Grâce à une politique volontariste de régulation de la sous-traitance, son mandat a permis de : verrouiller le cadre légal pour garantir aux entreprises congolaises l’accès aux marchés des grands donneurs d’ordre ; augmenter significativement le nombre de PME locales agréées et opérationnelles ; lutter contre la fraude et l’externalisation abusive des contrats au profit de sociétés étrangères non résidentes.

En trois ans, l’ARSP est passée d’une simple administration de contrôle à un véritable levier de souveraineté économique. Les chiffres parlent d’eux-mêmes : des milliers d’emplois locaux préservés, des centaines d’entrepreneurs congolais accompagnés, et une mobilisation des recettes fiscales en hausse grâce à une sous-traitance mieux encadrée.

Un départ élégant, une relève assurée

Si Miguel Kashal quitte le poste, il laisse derrière lui une maison en ordre de marche. Son successeur, Ted Beleshayi, expert-comptable et inspecteur des finances, hérite d’une institution solidement charpentée, capable de poursuivre sur sa lancée. Mais les observateurs retiendront surtout la classe et la loyauté de l’ancien DG, qui a su, jusqu’au bout, mettre en avant l’œuvre collective plutôt que son propre ego.

« Merci au Chef de l’État d’avoir cru en la vision d’une RDC émergente par le bas, par ses entrepreneurs, par son génie créatif », a-t-il confié en substance à ses proches.

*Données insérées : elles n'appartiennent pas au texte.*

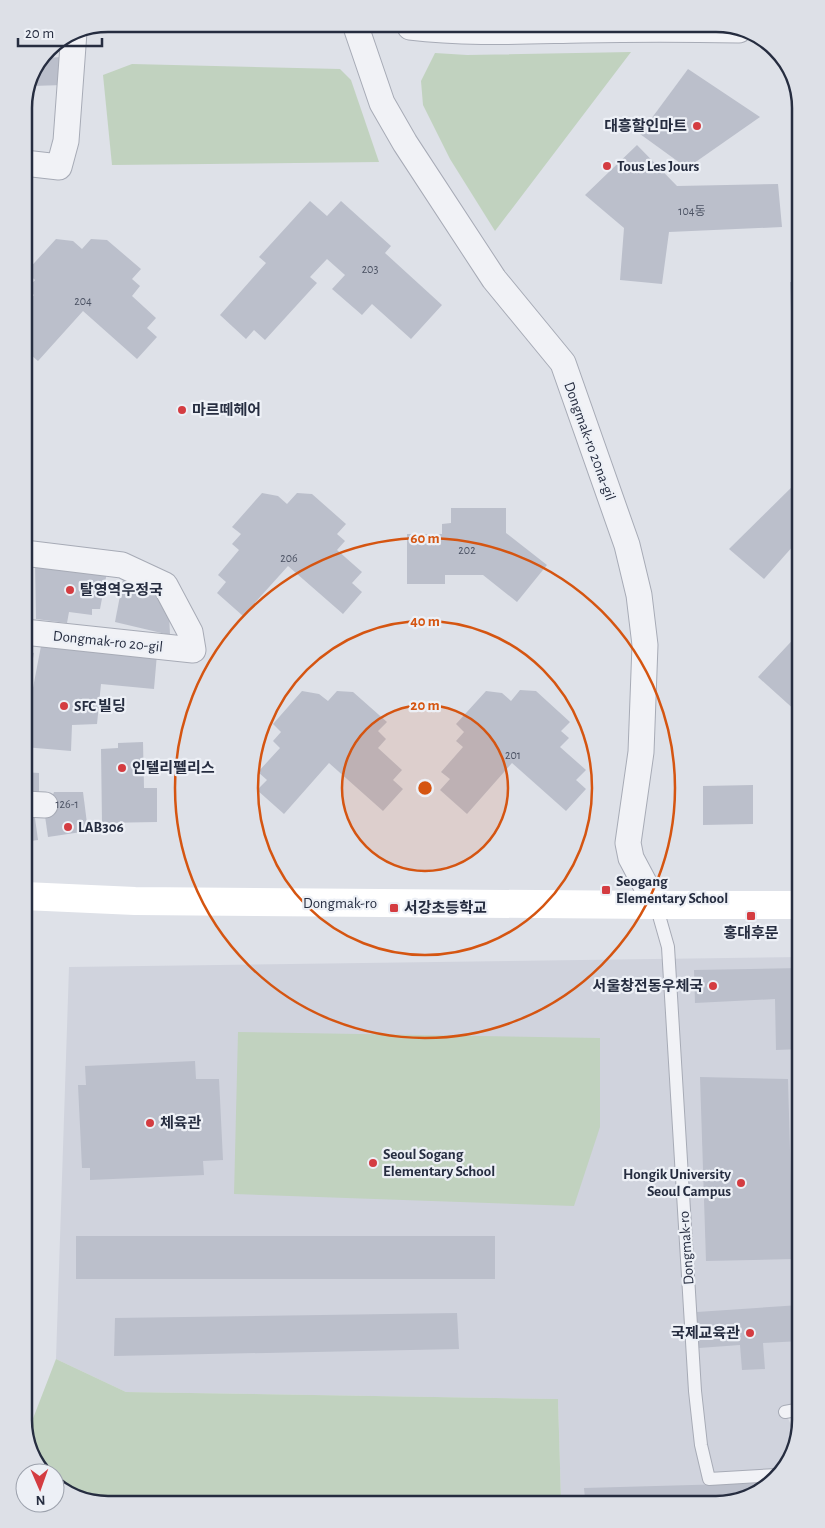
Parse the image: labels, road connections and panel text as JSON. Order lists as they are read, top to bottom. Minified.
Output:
{"streets":{"main road":["Dongmak-ro"],"street":["Dongmak-ro 20na-gil","Dongmak-ro 20-gil"]},"crossings":[["Dongmak-ro 20na-gil","Dongmak-ro"]],"places":{"other":["대흥할인마트","Tous Les Jours","마르떼헤어","탈영역우정국","SFC 빌딩","인텔리펠리스","LAB306","서울창전동우체국","체육관","Seoul Sogang Elementary School","Hongik University Seoul Campus","국제교육관"],"transit":["Seogang Elementary School","서강초등학교","홍대후문"]},"house_numbers":["104동","203","204","202","206","201","126-1"],"scale_bar":"20 m","north":"bottom","rings":["60 m","40 m","20 m"]}
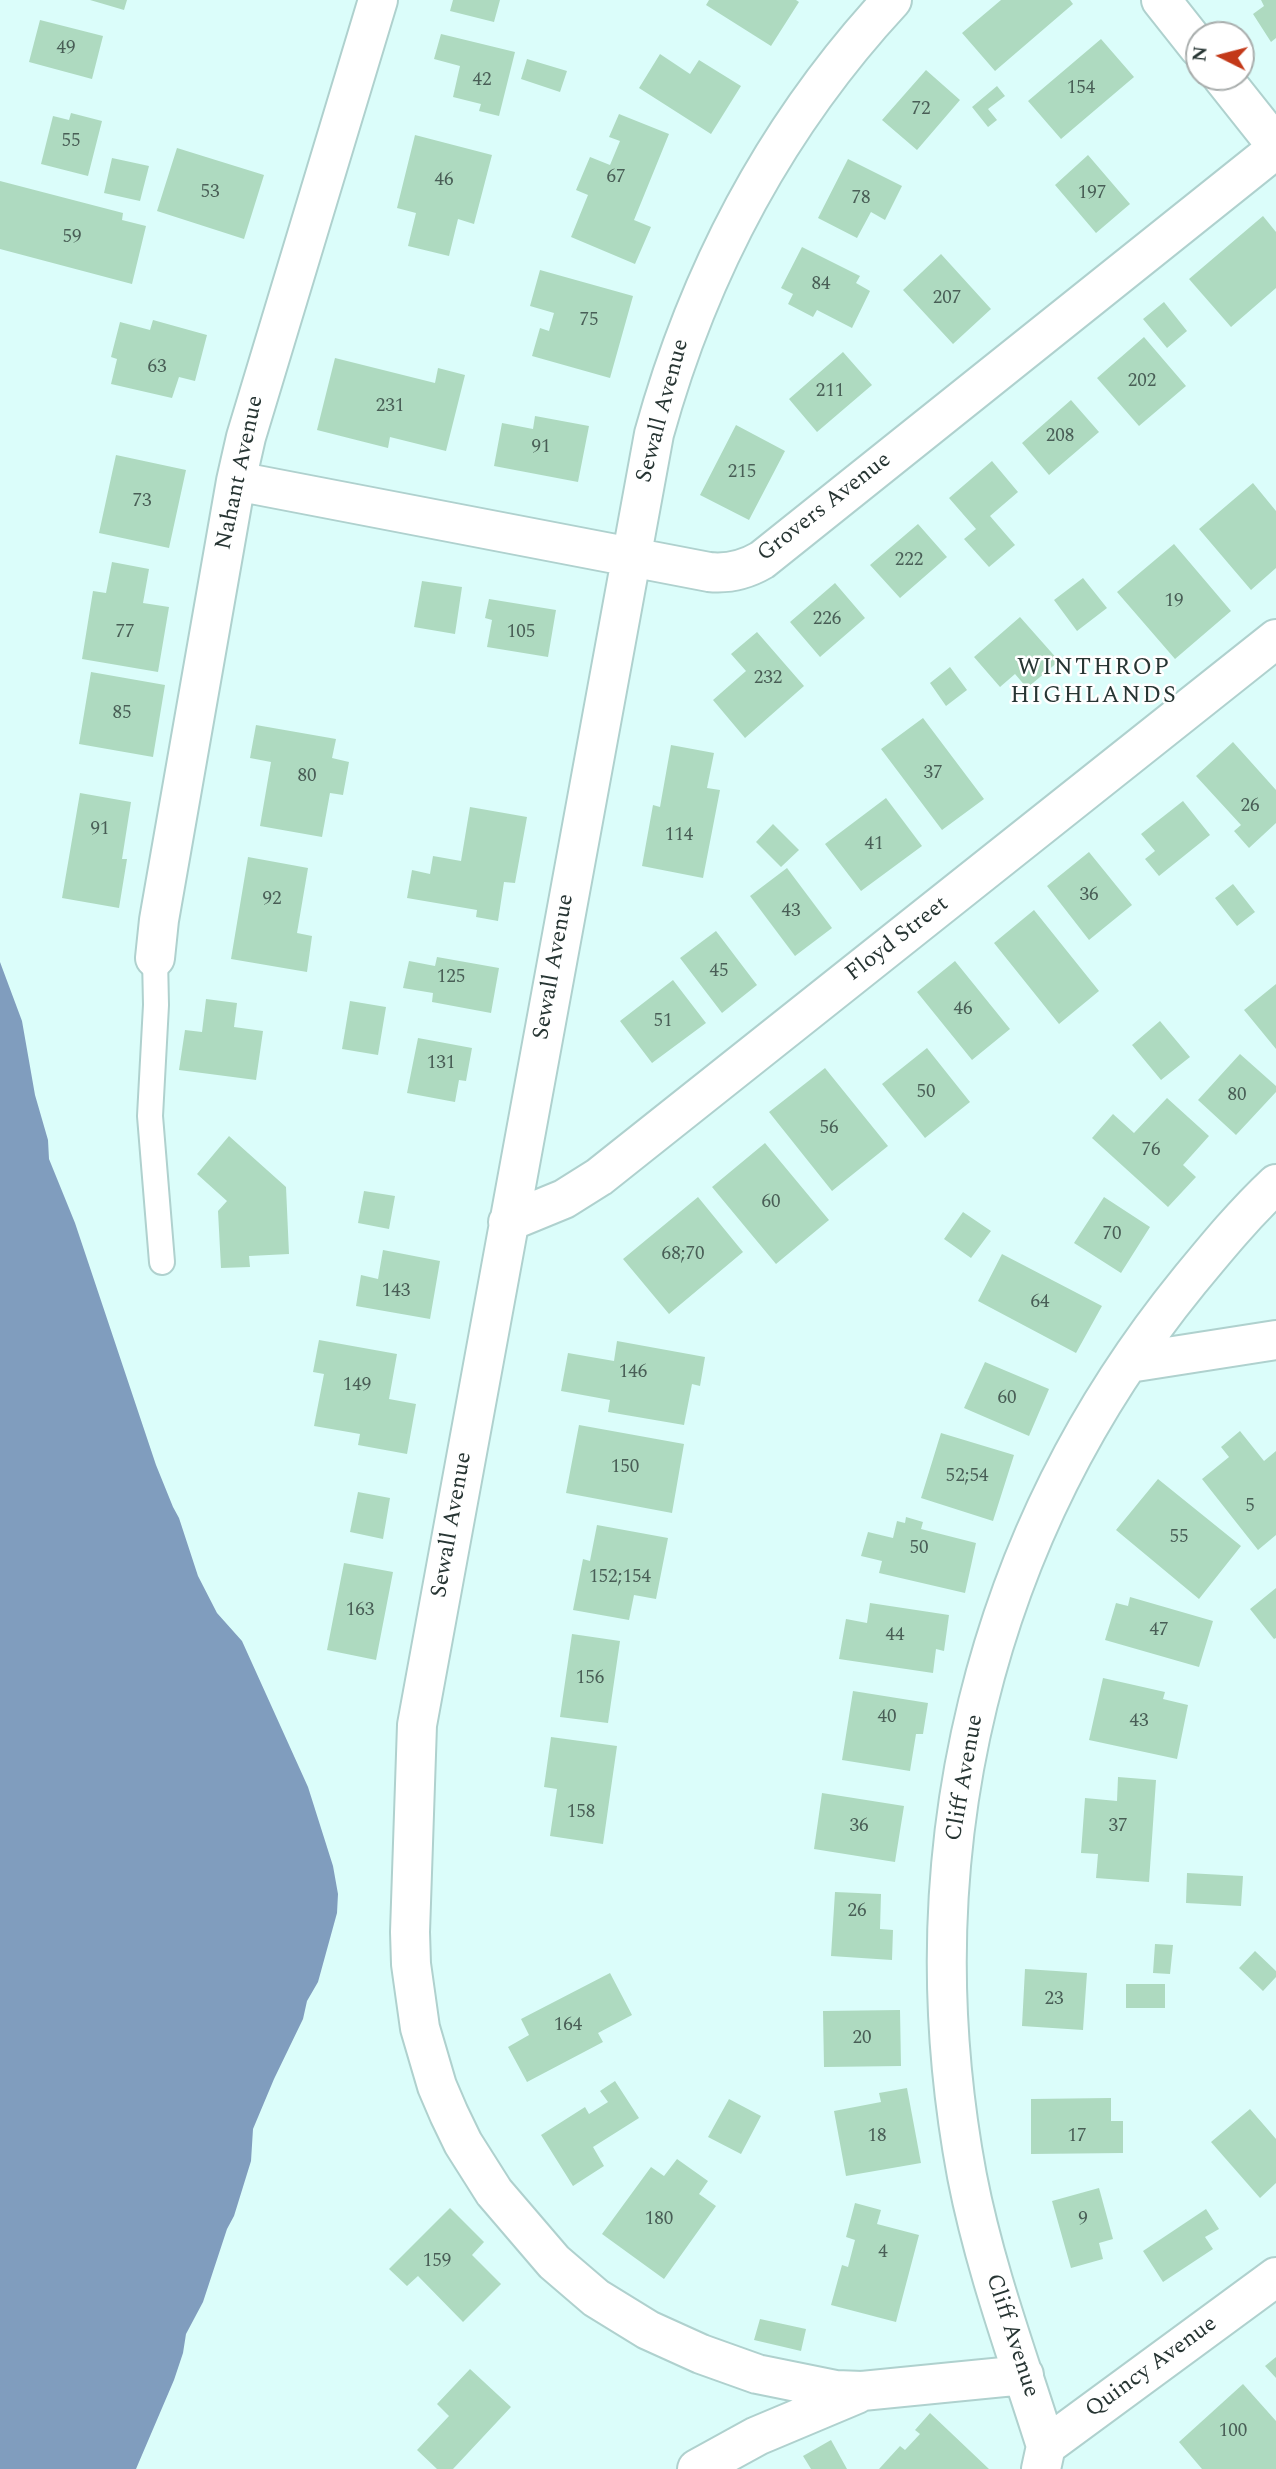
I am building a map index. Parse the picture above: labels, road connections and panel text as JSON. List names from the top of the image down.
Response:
{
  "streets": {
    "street": [
      "Sewall Avenue",
      "Nahant Avenue",
      "Grovers Avenue",
      "Floyd Street",
      "Cliff Avenue",
      "Quincy Avenue"
    ]
  },
  "crossings": [
    ["Sewall Avenue", "Grovers Avenue"],
    ["Sewall Avenue", "Floyd Street"],
    ["Nahant Avenue", "Grovers Avenue"],
    ["Cliff Avenue", "Quincy Avenue"]
  ],
  "districts": ["WINTHROP HIGHLANDS"],
  "house_numbers": [
    "49",
    "42",
    "154",
    "72",
    "55",
    "67",
    "46",
    "53",
    "197",
    "78",
    "59",
    "84",
    "207",
    "75",
    "63",
    "202",
    "211",
    "231",
    "208",
    "91",
    "215",
    "73",
    "222",
    "19",
    "226",
    "77",
    "105",
    "232",
    "85",
    "37",
    "80",
    "26",
    "91",
    "114",
    "41",
    "36",
    "92",
    "43",
    "45",
    "125",
    "46",
    "51",
    "131",
    "50",
    "80",
    "56",
    "76",
    "60",
    "70",
    "68;70",
    "143",
    "64",
    "146",
    "149",
    "60",
    "150",
    "52;54",
    "5",
    "55",
    "50",
    "152;154",
    "163",
    "47",
    "44",
    "156",
    "40",
    "43",
    "158",
    "36",
    "37",
    "26",
    "23",
    "164",
    "20",
    "18",
    "17",
    "180",
    "9",
    "4",
    "159",
    "100"
  ],
  "north": "left"
}
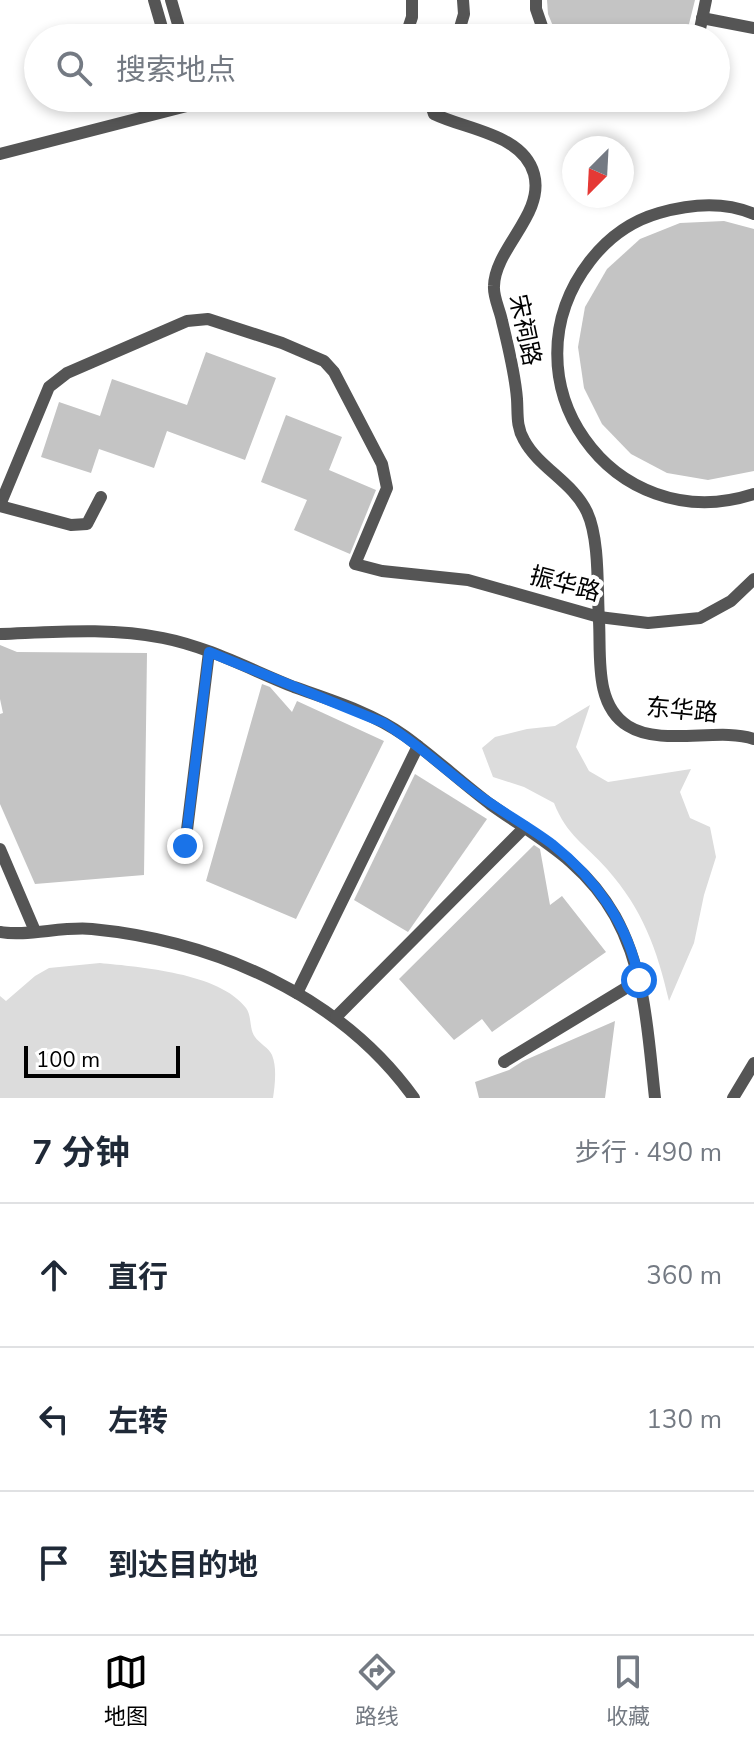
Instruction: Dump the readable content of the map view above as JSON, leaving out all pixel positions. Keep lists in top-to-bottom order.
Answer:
{
  "streets": {
    "street": ["宋祠路", "振华路", "东华路"]
  },
  "crossings": [
    ["宋祠路", "振华路"],
    ["宋祠路", "东华路"],
    ["振华路", "东华路"]
  ],
  "scale_bar": "100 m",
  "north": "bottom left",
  "page": {
    "search": "搜索地点",
    "scale": "100 m",
    "heading": ["7 分钟", "步行 · 490 m"],
    "list": [
      ["直行", "360 m"],
      ["左转", "130 m"],
      "到达目的地"
    ],
    "nav": ["地图", "路线", "收藏"]
  }
}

En trois ans, Miguel Kashal Katemb a réussi l’exploit de faire de l’ARSP un symbole de la volonté présidentielle : bâtir un pays où le capitalisme congolais n’est plus un vœu pieux mais une réalité tangible. Son bilan, désormais public, force le respect. Et son engagement sans faille envers le Chef de l’État montre un homme d’appareil fidèle, pragmatique et tourné vers l’intérêt général.

La RDC peut être fière de ces trois années de réformes silencieuses mais profondes. Merci, Miguel Kashal. Et bonne route à la nouvelle équipe pour poursuivre le chantier de l’indépendance économique.